Doing my “homework” on my treatment encouraged me to fight cancer – and win

This entry was written by Sue Peracchia with editor notes contributed by LBBC Director of Information and Strategic Intiatives, Janine Guglielmino:

On January 16, 2009 I was given devastating news that I had Stage IV breast cancer. It had spread to my lungs, bones and skull. This diagnosis forever changed not only my life but the lives of my husband, my children, my family and my friends.

In June 2008, Sue developed a cough that started to grow worse. Her husband told her to get it checked. Even though no doctor had suggested it, Sue told her husband, “I think I have cancer.” Further tests confirmed Sue’s fears. The cancer was in her breast, lymph nodes, hips, skull, breastbone and lungs. Sue quickly made an appointment with a surgeon.

Upon meeting with my oncologist he prescribed a treatment plan for me. I called it my “cocktail.” This cocktail consisted of Abraxane, Avastin and Zometa. I did my homework and read up on these drugs and what their job was to stop the progression of the cancer.

Sue had always been a bubbly and sociable person. She loved playing the slots and going “down the shore” to listen to the seagulls or curl up with a romance novel. Now Sue more often found herself alone, scribbling questions in her journal for the doctor.

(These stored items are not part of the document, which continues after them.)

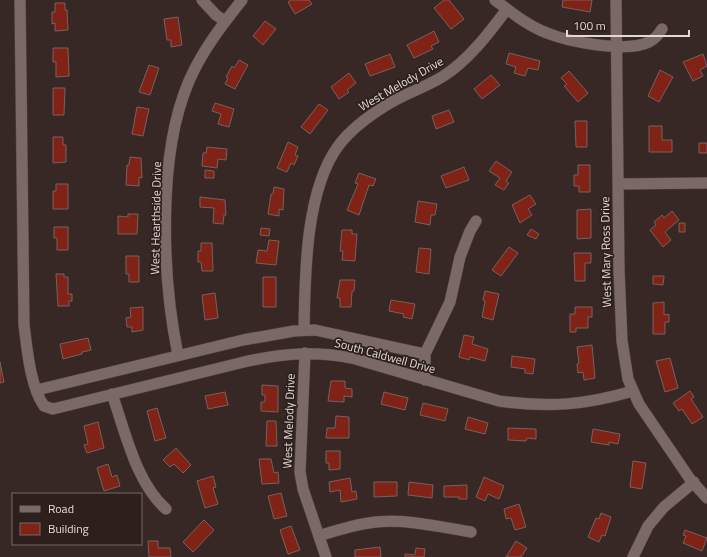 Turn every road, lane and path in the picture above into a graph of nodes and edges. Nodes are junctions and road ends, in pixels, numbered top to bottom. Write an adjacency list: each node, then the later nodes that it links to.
1 (20, 0): 20 (street)
2 (202, 0): 7 (street)
3 (242, 0): 7 (street, West Hearthside Drive)
4 (495, 0): 6 (street)
5 (616, 0): 9 (street, West Mary Ross Drive)
6 (507, 9): 9 (street); 13 (street, West Melody Drive)
7 (225, 21): 16 (street, West Hearthside Drive)
8 (662, 29): 9 (street)
9 (616, 46): 11 (street, West Mary Ross Drive)
10 (707, 183): 11 (street)
11 (618, 184): 18 (street, West Mary Ross Drive)
12 (476, 221): 15 (street)
13 (304, 330): 15 (street, South Caldwell Drive); 16 (street, South Caldwell Drive)
14 (305, 353): 17 (street, South Caldwell Drive); 19 (street, South Caldwell Drive); 25 (street, West Melody Drive)
15 (425, 354): 17 (street)
16 (178, 356): 20 (street, South Caldwell Drive)
17 (425, 380): 18 (street, South Caldwell Drive)
18 (633, 391): 21 (street, West Mary Ross Drive)
19 (112, 394): 20 (street, South Caldwell Drive); 23 (street)
20 (38, 395)
21 (694, 482): 22 (street, West Mary Ross Drive); 27 (street)
22 (707, 498)
23 (166, 509)
24 (471, 532): 25 (street)
25 (319, 536): 26 (street, West Melody Drive)
26 (326, 557)
27 (633, 557)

Because of the tumors in my lungs, I had a very bad cough, difficulty breathing, walking, and going up a flight of stairs. Eventually, I read the benefits of Avastin, a drug that cuts off nutrients that the tumor needs to grow. Therefore, the tumor would shrink. This information challenged me to take on this battle and win the fight!

Sue’s cough improved. After several months, she received good news: a scan showing the cancer had shrunk.

I received Avastin twice a month for almost four months. In total, I had seven rounds of Avastin. I was to receive my cocktail for 12 more weeks but I had responded so well to the drugs that my treatment was stopped. The tumors in my lungs shrunk down to the size of a grain of rice. Also, my tumor markers dropped dramatically.

Her oncologist said she could stop chemotherapy and Avastin and switch to letrozole (Femara) and Zometa. Sue learned she could take this therapy as long as it worked, and she was likely to have other options once it stopped.

My oncologist felt this cocktail of Abraxane, Avastin and Zometa worked for me and my CT scans proved it!

But who’s to say that Sue is done with that “cocktail” for good?

My oncologist told me should I have a recurrence he would follow the same treatment plan for me. I was happy to hear this news knowing he wouldn’t have to resort to a second line of treatment.

But now that I learn that the FDA may not approve the use of Avastin for metastatic breast cancer, I can’t help but to believe that Avastin was beneficial to me. It starved the tumors, hindered them from growing, and prevented the disease from worsening. As a result, my quality of life has improved dramatically since my initial diagnosis.

Sue found herself thinking less and less about breast cancer. She returned to work one day a week. She now volunteers for her high school alma mater, LBBC, and has stopped scoping out the Internet every day. Sue’s big blue eyes light up when she talks about her daughter’s future plans. Possibly because now Sue has hope that she, herself, will be part of them.

I know I cannot be cured but I live and enjoy life to the fullest every day. Avastin should be an option for this incurable disease. My oncologist and I should make the call as to my course of treatment.